We both drew a long breath of relief, for we thought the boat was going to 'Frisco and that we'd have to pay a big price. I handed the good-natured officer two dimes for us both and we felt happy once more. The boat wasn't long making the trip, only about ten minutes or so, and on the other side we found no difficulty in making our train again, after she was made up. We held her down until she reached Oakland, which is opposite 'Frisco. There we learned there was one more ferry to cross before we could get into 'Frisco, so Billy and I decided to remain where we were for the night, for it was late. We prowled around until we found an open freight car, and turned in for a snooze.

The next morning was a beautiful one, and we were up and out by daylight. The weather wasn't cold, the sun was bright and cheery, but over 'Frisco we could see a sort of fog hanging. It was easy enough to see across the bay of San Francisco, for the distance is only about five miles, but the length of the bay we could not determine, for it stretched further than the eye could reach. We noticed an island in the bay not far from Oakland, and from Oakland a long wharf extended far out into the harbor, maybe a mile or so. We walked along this wharf until we came to a big train-shed and ferry house combined, where we coughed up two more dimes and got upon a large ferry-boat. As it was very early in the morning, very few passengers were on the boat. We walked to the front of the boat and drank in the delicious morning breeze. The ferry-boat was as large and fine a one as I had ever seen. It was a double-decker with large cabins below and aloft, and with runways for vehicles between. The cabins were very spacious and handsomely fitted up.

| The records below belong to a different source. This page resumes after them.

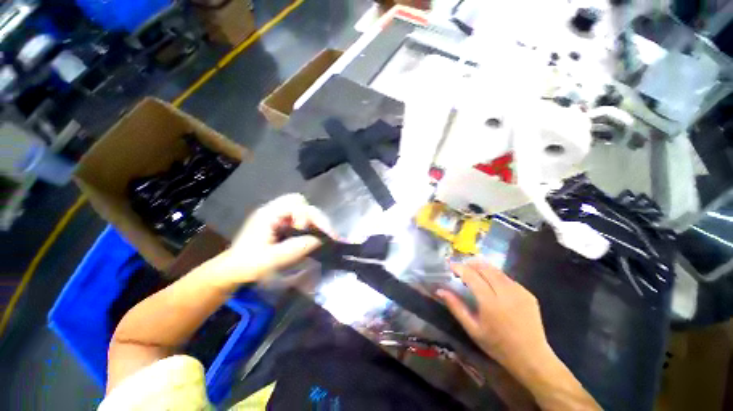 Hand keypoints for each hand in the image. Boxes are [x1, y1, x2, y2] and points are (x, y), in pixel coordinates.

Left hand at [206, 194, 335, 286]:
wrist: (232, 270)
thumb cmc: (248, 265)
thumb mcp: (272, 259)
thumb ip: (297, 248)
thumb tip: (320, 240)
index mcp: (269, 214)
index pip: (296, 203)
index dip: (309, 216)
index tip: (315, 233)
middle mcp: (274, 210)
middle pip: (301, 202)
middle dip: (314, 217)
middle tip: (324, 233)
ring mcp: (277, 215)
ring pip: (302, 208)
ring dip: (313, 220)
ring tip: (320, 235)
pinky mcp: (280, 222)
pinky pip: (299, 217)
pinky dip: (309, 224)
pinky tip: (312, 235)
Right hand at [437, 259, 549, 372]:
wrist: (532, 358)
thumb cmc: (497, 345)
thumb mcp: (472, 329)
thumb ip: (456, 307)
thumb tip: (440, 290)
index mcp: (490, 303)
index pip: (471, 276)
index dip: (459, 268)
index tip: (450, 266)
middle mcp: (506, 293)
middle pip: (485, 268)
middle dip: (470, 264)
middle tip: (461, 268)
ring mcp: (519, 292)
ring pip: (497, 271)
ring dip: (482, 268)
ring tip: (474, 272)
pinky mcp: (528, 293)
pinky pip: (507, 278)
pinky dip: (495, 276)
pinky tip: (492, 284) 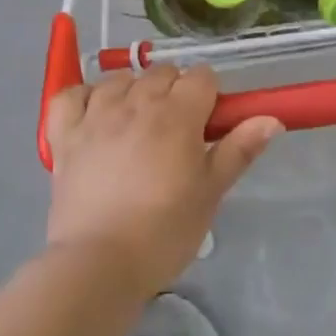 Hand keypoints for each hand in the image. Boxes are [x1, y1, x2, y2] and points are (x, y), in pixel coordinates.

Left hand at [44, 64, 281, 295]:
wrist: (99, 262)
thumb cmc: (165, 231)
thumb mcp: (210, 193)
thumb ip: (239, 150)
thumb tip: (271, 119)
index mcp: (177, 115)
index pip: (201, 77)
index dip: (210, 95)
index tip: (210, 123)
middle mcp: (135, 103)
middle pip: (161, 73)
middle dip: (175, 90)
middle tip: (179, 130)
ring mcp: (94, 116)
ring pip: (118, 79)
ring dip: (133, 90)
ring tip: (138, 123)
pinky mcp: (64, 135)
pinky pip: (70, 95)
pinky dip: (84, 96)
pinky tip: (95, 113) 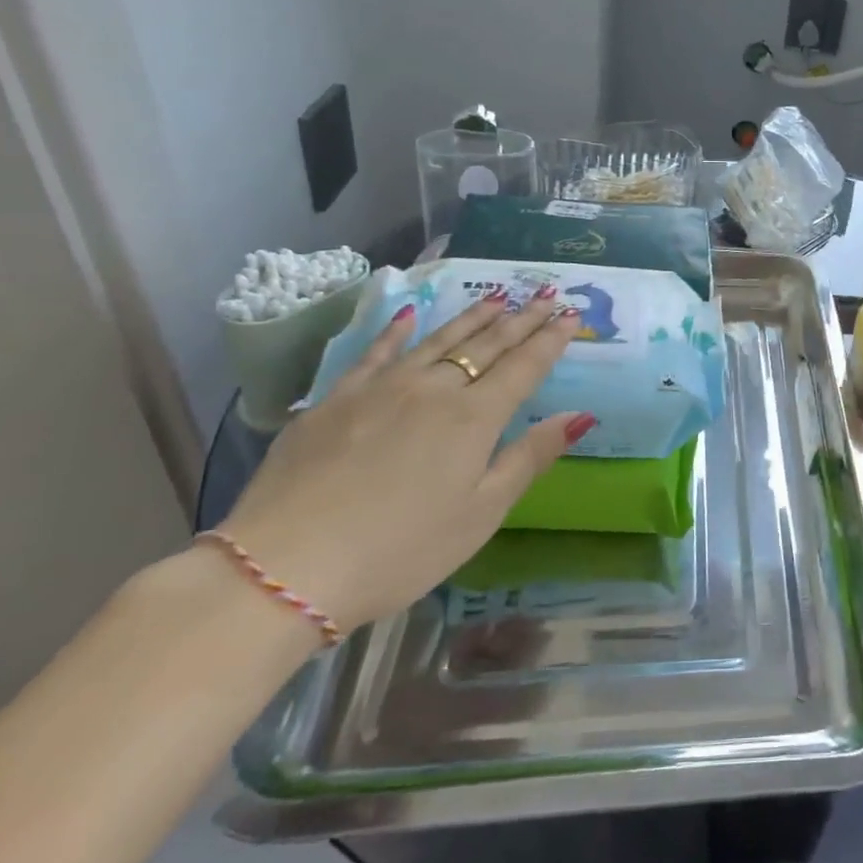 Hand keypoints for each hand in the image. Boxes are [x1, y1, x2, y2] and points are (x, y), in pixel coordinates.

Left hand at [219, 292, 591, 629]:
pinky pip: (375, 353)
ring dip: (473, 316)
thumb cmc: (400, 550)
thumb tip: (579, 415)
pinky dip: (396, 331)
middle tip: (547, 296)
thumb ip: (530, 457)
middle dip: (522, 319)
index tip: (572, 315)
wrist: (283, 567)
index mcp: (474, 418)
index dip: (551, 339)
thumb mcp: (481, 513)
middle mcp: (432, 389)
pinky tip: (408, 315)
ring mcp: (380, 389)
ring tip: (498, 296)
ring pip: (437, 339)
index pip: (524, 366)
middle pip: (487, 345)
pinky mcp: (334, 400)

At about half past five the boat started on her way across, and now we were making a straight shoot for 'Frisco. Talking of 'Frisco, by the way, permit me to say a word about the name. The people of San Francisco don't like to have their city called 'Frisco, but prefer to have it called by its full title. They think the abbreviation is a slur. I can't see it in that light. 'Frisco is short and sweet and fills the bill; life is too short to call it San Francisco.

The ride across the bay was fine and lasted about half an hour. We passed an island which someone told us was Goat Island, and Billy and me wondered whether there were any billies or nannies on it. We didn't get close enough to see any. Further on we saw another island which was hilly like Goat Island. It was called Alcatraz. It contained an army post and was fortified. It looked formidable, we thought. Not very far away, and straight out, was the Golden Gate, which had no gates near it that we could see, but just two headlands about a mile or so apart. Outside of the Golden Gate is the Pacific Ocean.

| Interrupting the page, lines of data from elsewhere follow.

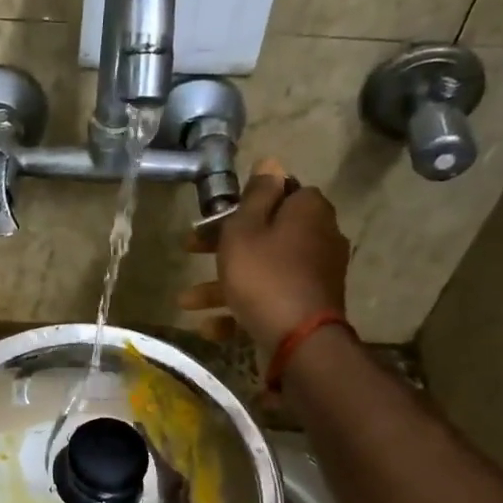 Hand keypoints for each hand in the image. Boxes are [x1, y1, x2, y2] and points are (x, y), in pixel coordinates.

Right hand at [178, 157, 351, 360]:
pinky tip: (209, 327)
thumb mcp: (246, 229)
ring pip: (261, 271)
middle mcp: (317, 238)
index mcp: (306, 211)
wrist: (298, 340)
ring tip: (185, 301)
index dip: (245, 202)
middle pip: (265, 233)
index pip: (279, 192)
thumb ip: (256, 195)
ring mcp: (313, 275)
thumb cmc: (264, 275)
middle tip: (190, 250)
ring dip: (221, 285)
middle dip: (222, 246)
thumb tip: (270, 162)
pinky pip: (267, 300)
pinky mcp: (306, 306)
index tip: (216, 215)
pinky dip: (238, 310) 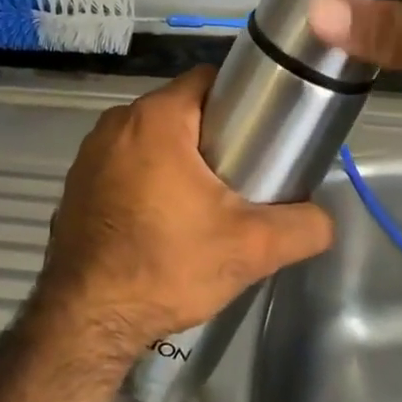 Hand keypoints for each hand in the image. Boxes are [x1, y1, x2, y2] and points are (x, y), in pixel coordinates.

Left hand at [36, 67, 335, 350]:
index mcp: (157, 118)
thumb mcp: (250, 248)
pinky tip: (162, 218)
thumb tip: (325, 219)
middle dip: (212, 134)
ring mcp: (90, 153)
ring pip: (151, 137)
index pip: (208, 81)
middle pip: (180, 109)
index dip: (240, 100)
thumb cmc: (167, 266)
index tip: (260, 133)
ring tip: (205, 199)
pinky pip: (123, 162)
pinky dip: (145, 177)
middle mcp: (117, 123)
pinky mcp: (77, 183)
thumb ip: (303, 227)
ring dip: (177, 156)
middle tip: (241, 174)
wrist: (87, 321)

We were now nearing 'Frisco, which lay right ahead of us. Nothing but steep hills could we see. They were built up compactly with houses. As we got close to the shore we saw plenty of level streets and wharves, and alongside of the wharves, ships. We steered straight for a tall tower on which there was a huge clock, which told us the time—six o'clock. We entered the ferry slip, moored fast and soon set foot in 'Frisco.